Output each record verbatim, with pictures left out.

Records excerpted from a collection:
..........

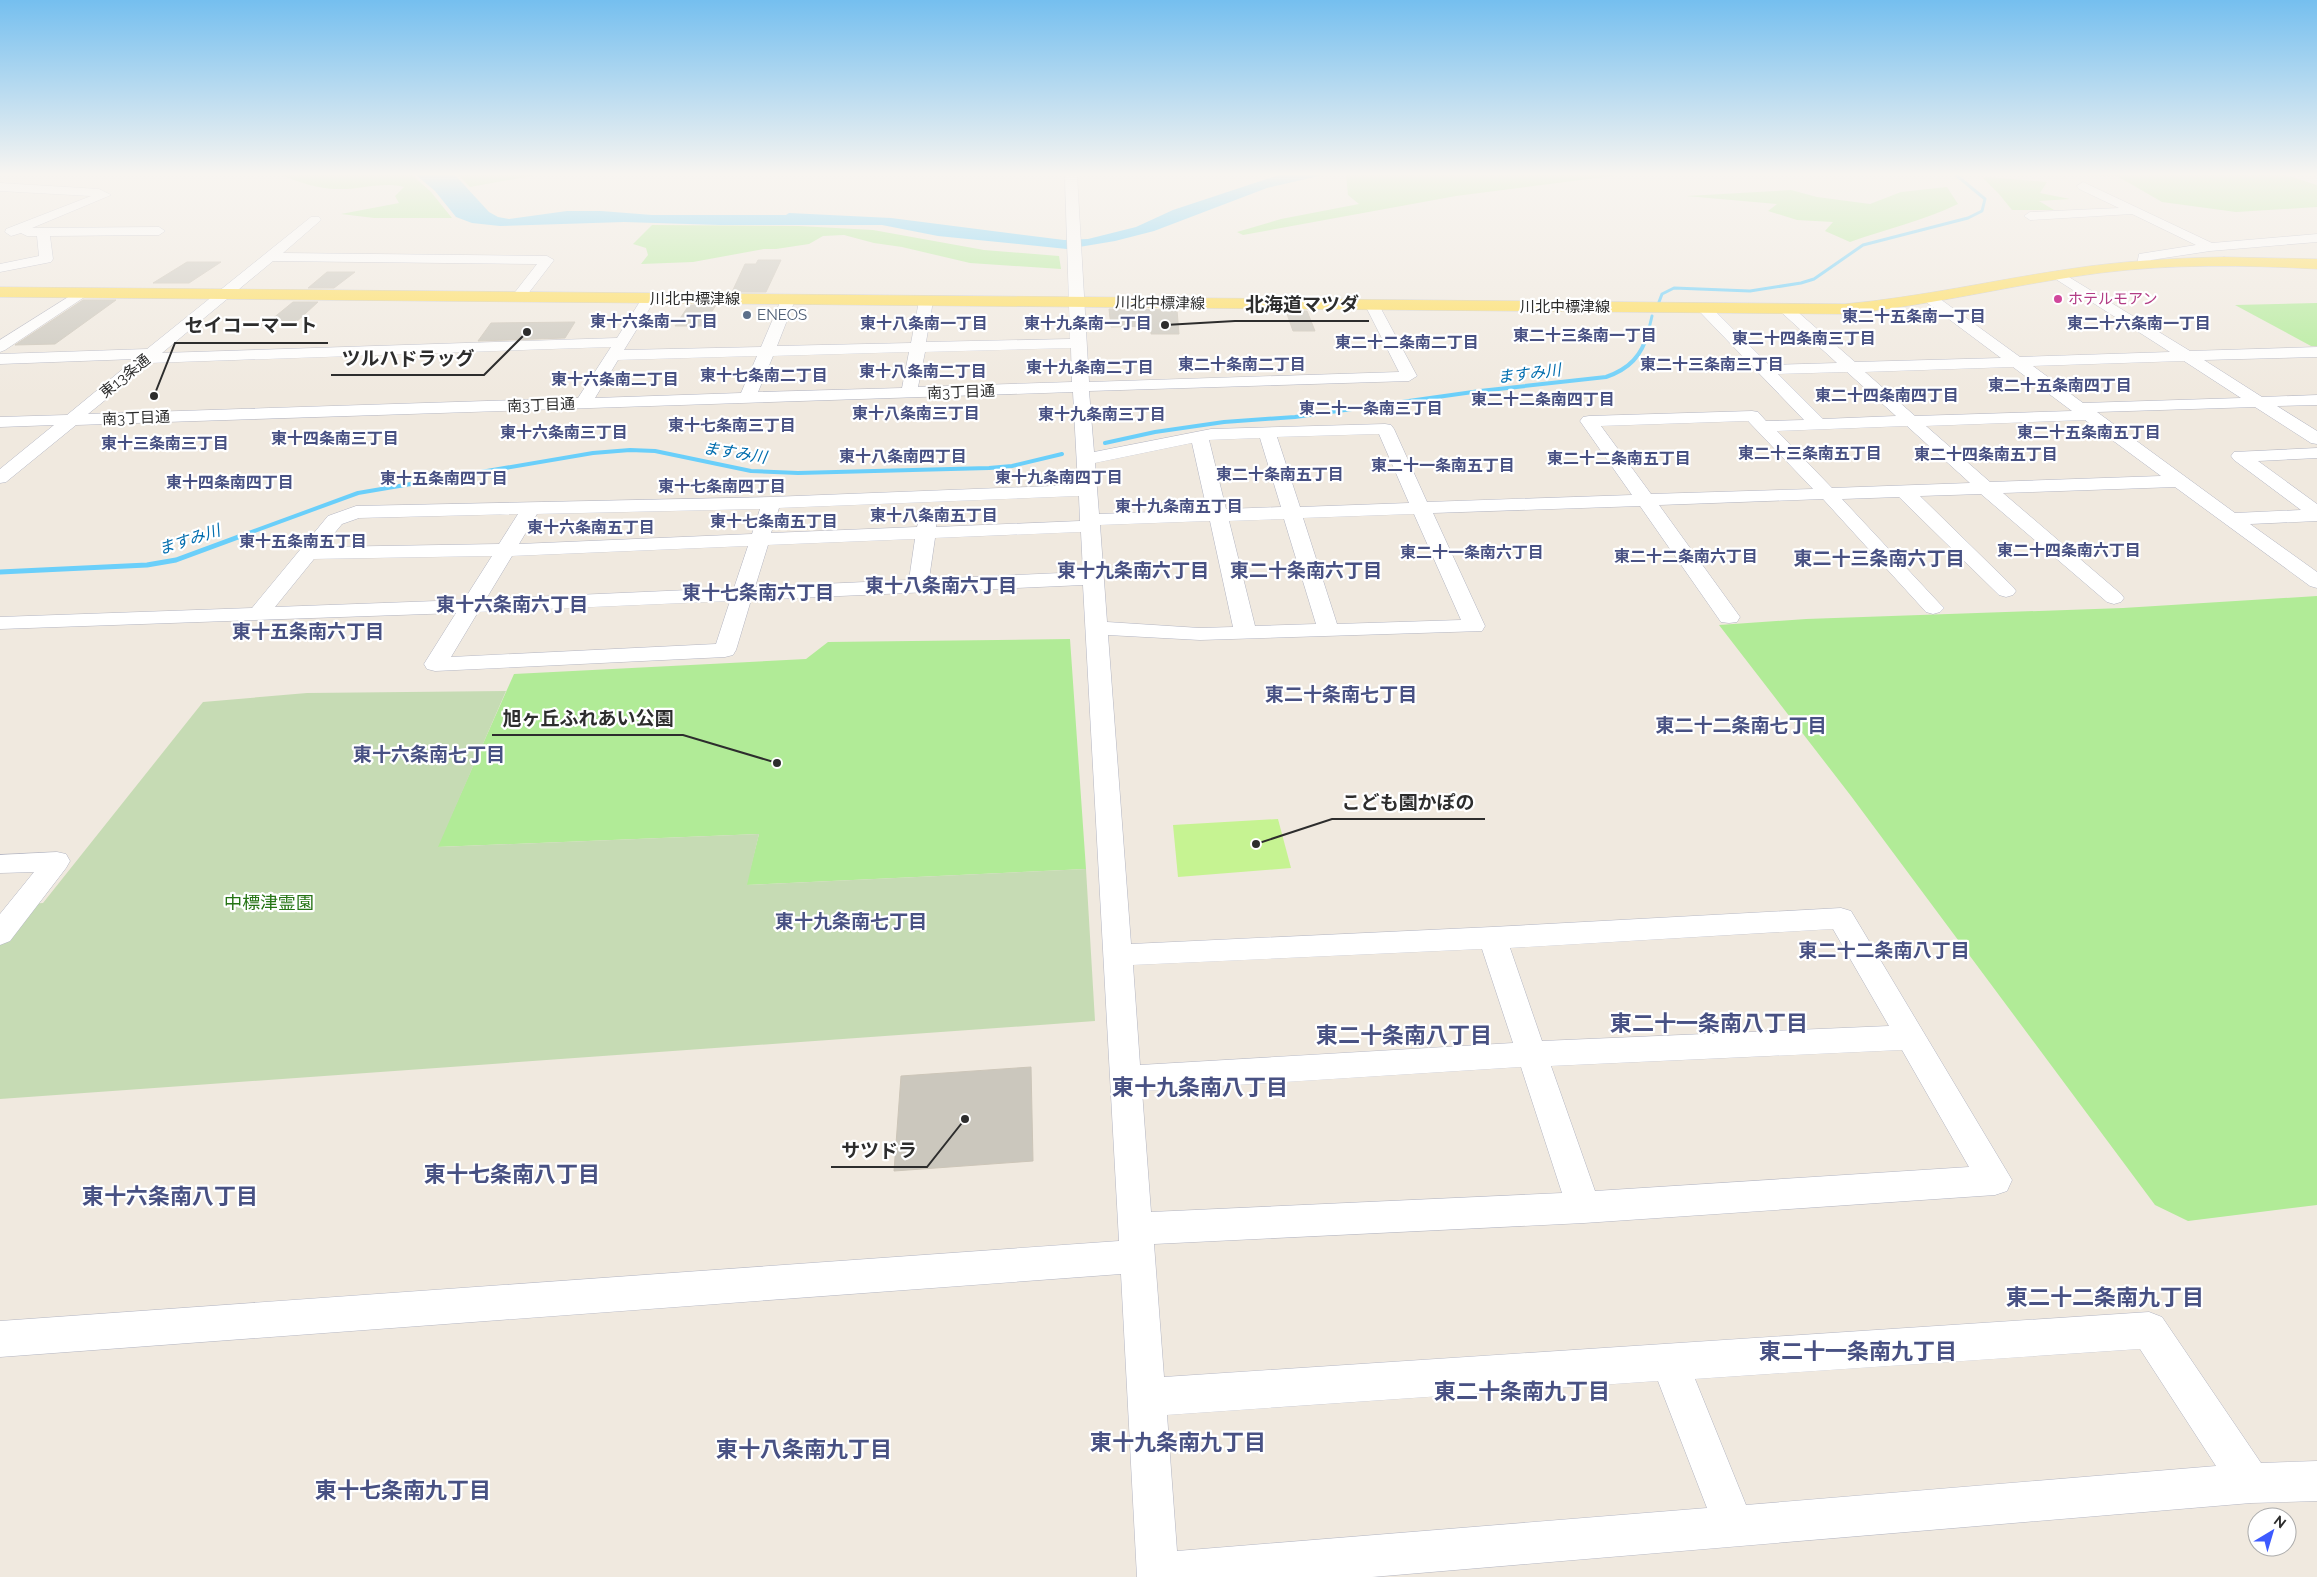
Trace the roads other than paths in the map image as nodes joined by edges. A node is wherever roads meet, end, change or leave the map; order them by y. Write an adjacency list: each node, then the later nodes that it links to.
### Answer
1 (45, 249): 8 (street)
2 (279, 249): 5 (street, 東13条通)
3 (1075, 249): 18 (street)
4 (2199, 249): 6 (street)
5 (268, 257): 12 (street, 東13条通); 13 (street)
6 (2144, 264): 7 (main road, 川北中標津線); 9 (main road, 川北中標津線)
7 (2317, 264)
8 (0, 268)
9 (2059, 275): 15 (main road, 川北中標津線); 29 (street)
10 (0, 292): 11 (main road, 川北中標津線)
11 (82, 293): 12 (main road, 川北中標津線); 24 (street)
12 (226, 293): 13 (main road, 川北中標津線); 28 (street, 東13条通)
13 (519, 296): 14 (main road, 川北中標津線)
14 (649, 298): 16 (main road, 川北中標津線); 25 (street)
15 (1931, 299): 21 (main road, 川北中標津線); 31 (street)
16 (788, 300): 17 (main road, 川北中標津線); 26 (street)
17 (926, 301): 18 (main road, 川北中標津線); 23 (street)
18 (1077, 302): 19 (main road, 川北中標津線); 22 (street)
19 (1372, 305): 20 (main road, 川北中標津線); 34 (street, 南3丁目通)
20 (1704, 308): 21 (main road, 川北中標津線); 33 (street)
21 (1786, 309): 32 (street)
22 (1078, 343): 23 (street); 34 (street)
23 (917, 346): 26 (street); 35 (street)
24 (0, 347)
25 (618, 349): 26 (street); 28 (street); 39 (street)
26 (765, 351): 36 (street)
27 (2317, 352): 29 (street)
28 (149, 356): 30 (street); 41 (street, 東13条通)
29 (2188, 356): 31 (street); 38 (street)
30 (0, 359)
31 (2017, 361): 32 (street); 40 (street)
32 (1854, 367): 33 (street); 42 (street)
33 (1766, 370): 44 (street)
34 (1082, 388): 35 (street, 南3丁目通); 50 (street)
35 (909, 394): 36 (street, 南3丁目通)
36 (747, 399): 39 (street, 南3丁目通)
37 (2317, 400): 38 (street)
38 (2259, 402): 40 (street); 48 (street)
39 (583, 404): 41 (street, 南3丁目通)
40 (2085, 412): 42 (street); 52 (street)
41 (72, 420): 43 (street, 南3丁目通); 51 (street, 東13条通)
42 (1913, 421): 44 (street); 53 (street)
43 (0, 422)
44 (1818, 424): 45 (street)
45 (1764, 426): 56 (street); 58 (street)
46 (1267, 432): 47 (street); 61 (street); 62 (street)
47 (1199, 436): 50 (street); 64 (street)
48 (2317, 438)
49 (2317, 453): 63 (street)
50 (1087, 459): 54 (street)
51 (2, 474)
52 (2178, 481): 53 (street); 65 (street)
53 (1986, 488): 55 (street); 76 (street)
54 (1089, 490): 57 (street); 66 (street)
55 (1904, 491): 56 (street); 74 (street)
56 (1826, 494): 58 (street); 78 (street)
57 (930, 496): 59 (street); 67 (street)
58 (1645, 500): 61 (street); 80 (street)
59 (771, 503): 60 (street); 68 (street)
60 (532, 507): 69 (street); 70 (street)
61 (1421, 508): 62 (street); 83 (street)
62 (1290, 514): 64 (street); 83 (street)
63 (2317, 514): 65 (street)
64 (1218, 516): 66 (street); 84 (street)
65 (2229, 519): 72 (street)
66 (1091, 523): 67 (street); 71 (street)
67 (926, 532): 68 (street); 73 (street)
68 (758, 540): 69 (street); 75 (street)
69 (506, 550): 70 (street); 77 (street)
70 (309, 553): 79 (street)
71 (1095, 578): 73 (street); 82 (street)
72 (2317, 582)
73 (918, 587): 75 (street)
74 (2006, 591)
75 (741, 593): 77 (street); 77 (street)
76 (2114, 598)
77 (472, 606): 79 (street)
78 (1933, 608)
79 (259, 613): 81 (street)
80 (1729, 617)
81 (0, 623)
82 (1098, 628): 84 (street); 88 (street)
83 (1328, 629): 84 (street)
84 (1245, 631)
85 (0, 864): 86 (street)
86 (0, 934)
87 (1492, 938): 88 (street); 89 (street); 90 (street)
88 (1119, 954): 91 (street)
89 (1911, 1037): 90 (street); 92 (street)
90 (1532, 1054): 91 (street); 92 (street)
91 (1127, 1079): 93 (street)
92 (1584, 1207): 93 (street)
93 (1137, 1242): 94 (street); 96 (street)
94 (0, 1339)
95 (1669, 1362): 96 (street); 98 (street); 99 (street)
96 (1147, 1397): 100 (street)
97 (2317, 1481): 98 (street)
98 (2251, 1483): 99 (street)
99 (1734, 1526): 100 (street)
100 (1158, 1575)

..........

▶ **Task response**:
Trace the roads other than paths in the map image as nodes joined by edges. A node is wherever roads meet, end, change or leave the map; order them by y. Write an adjacency list: each node, then the later nodes that it links to.
### Answer
1 (45, 249): 8 (street)
2 (279, 249): 5 (street, 東13条通)
3 (1075, 249): 18 (street)
4 (2199, 249): 6 (street)
5 (268, 257): 12 (street, 東13条通); 13 (street)
6 (2144, 264): 7 (main road, 川北中標津線); 9 (main road, 川北中標津線)
7 (2317, 264)
8 (0, 268)
9 (2059, 275): 15 (main road, 川北中標津線); 29 (street)
10 (0, 292): 11 (main road, 川北中標津線)
11 (82, 293): 12 (main road, 川北中標津線); 24 (street)
12 (226, 293): 13 (main road, 川北中標津線); 28 (street, 東13条通)
13 (519, 296): 14 (main road, 川北中標津線)
14 (649, 298): 16 (main road, 川北中標津線); 25 (street)
15 (1931, 299): 21 (main road, 川北中標津線); 31 (street)
16 (788, 300): 17 (main road, 川北中標津線); 26 (street)
17 (926, 301): 18 (main road, 川北中標津線); 23 (street)
18 (1077, 302): 19 (main road, 川北中標津線); 22 (street)
19 (1372, 305): 20 (main road, 川北中標津線); 34 (street, 南3丁目通)
20 (1704, 308): 21 (main road, 川北中標津線); 33 (street)
21 (1786, 309): 32 (street)
22 (1078, 343): 23 (street); 34 (street)
23 (917, 346): 26 (street); 35 (street)
24 (0, 347)
25 (618, 349): 26 (street); 28 (street); 39 (street)
26 (765, 351): 36 (street)
27 (2317, 352): 29 (street)
28 (149, 356): 30 (street); 41 (street, 東13条通)
29 (2188, 356): 31 (street); 38 (street)
30 (0, 359)
31 (2017, 361): 32 (street); 40 (street)
32 (1854, 367): 33 (street); 42 (street)
33 (1766, 370): 44 (street)
34 (1082, 388): 35 (street, 南3丁目通); 50 (street)
35 (909, 394): 36 (street, 南3丁目通)
36 (747, 399): 39 (street, 南3丁目通)
37 (2317, 400): 38 (street)
38 (2259, 402): 40 (street); 48 (street)
39 (583, 404): 41 (street, 南3丁目通)
40 (2085, 412): 42 (street); 52 (street)
41 (72, 420): 43 (street, 南3丁目通); 51 (street, 東13条通)
42 (1913, 421): 44 (street); 53 (street)
43 (0, 422)
44 (1818, 424): 45 (street)
45 (1764, 426): 56 (street); 58 (street)
46 (1267, 432): 47 (street); 61 (street); 62 (street)
47 (1199, 436): 50 (street); 64 (street)
48 (2317, 438)
49 (2317, 453): 63 (street)
50 (1087, 459): 54 (street)
51 (2, 474)
52 (2178, 481): 53 (street); 65 (street)
53 (1986, 488): 55 (street); 76 (street)
54 (1089, 490): 57 (street); 66 (street)
55 (1904, 491): 56 (street); 74 (street)
56 (1826, 494): 58 (street); 78 (street)
57 (930, 496): 59 (street); 67 (street)
58 (1645, 500): 61 (street); 80 (street)
59 (771, 503): 60 (street); 68 (street)
60 (532, 507): 69 (street); 70 (street)
61 (1421, 508): 62 (street); 83 (street)
62 (1290, 514): 64 (street); 83 (street)
63 (2317, 514): 65 (street)
64 (1218, 516): 66 (street); 84 (street)
65 (2229, 519): 72 (street)
66 (1091, 523): 67 (street); 71 (street)
67 (926, 532): 68 (street); 73 (street)
68 (758, 540): 69 (street); 75 (street)
69 (506, 550): 70 (street); 77 (street)
70 (309, 553): 79 (street)
71 (1095, 578): 73 (street); 82 (street)
72 (2317, 582)
73 (918, 587): 75 (street)
74 (2006, 591)
75 (741, 593): 77 (street); 77 (street)
76 (2114, 598)
77 (472, 606): 79 (street)
78 (1933, 608)
79 (259, 613): 81 (street)
80 (1729, 617)
81 (0, 623)
82 (1098, 628): 84 (street); 88 (street)
83 (1328, 629): 84 (street)
84 (1245, 631)
85 (0, 864): 86 (street)
86 (0, 934)
87 (1492, 938): 88 (street); 89 (street); 90 (street)
88 (1119, 954): 91 (street)
89 (1911, 1037): 90 (street); 92 (street)
90 (1532, 1054): 91 (street); 92 (street)
91 (1127, 1079): 93 (street)
92 (1584, 1207): 93 (street)
93 (1137, 1242): 94 (street); 96 (street)
94 (0, 1339)
95 (1669, 1362): 96 (street); 98 (street); 99 (street)
96 (1147, 1397): 100 (street)
97 (2317, 1481): 98 (street)
98 (2251, 1483): 99 (street)
99 (1734, 1526): 100 (street)
100 (1158, 1575)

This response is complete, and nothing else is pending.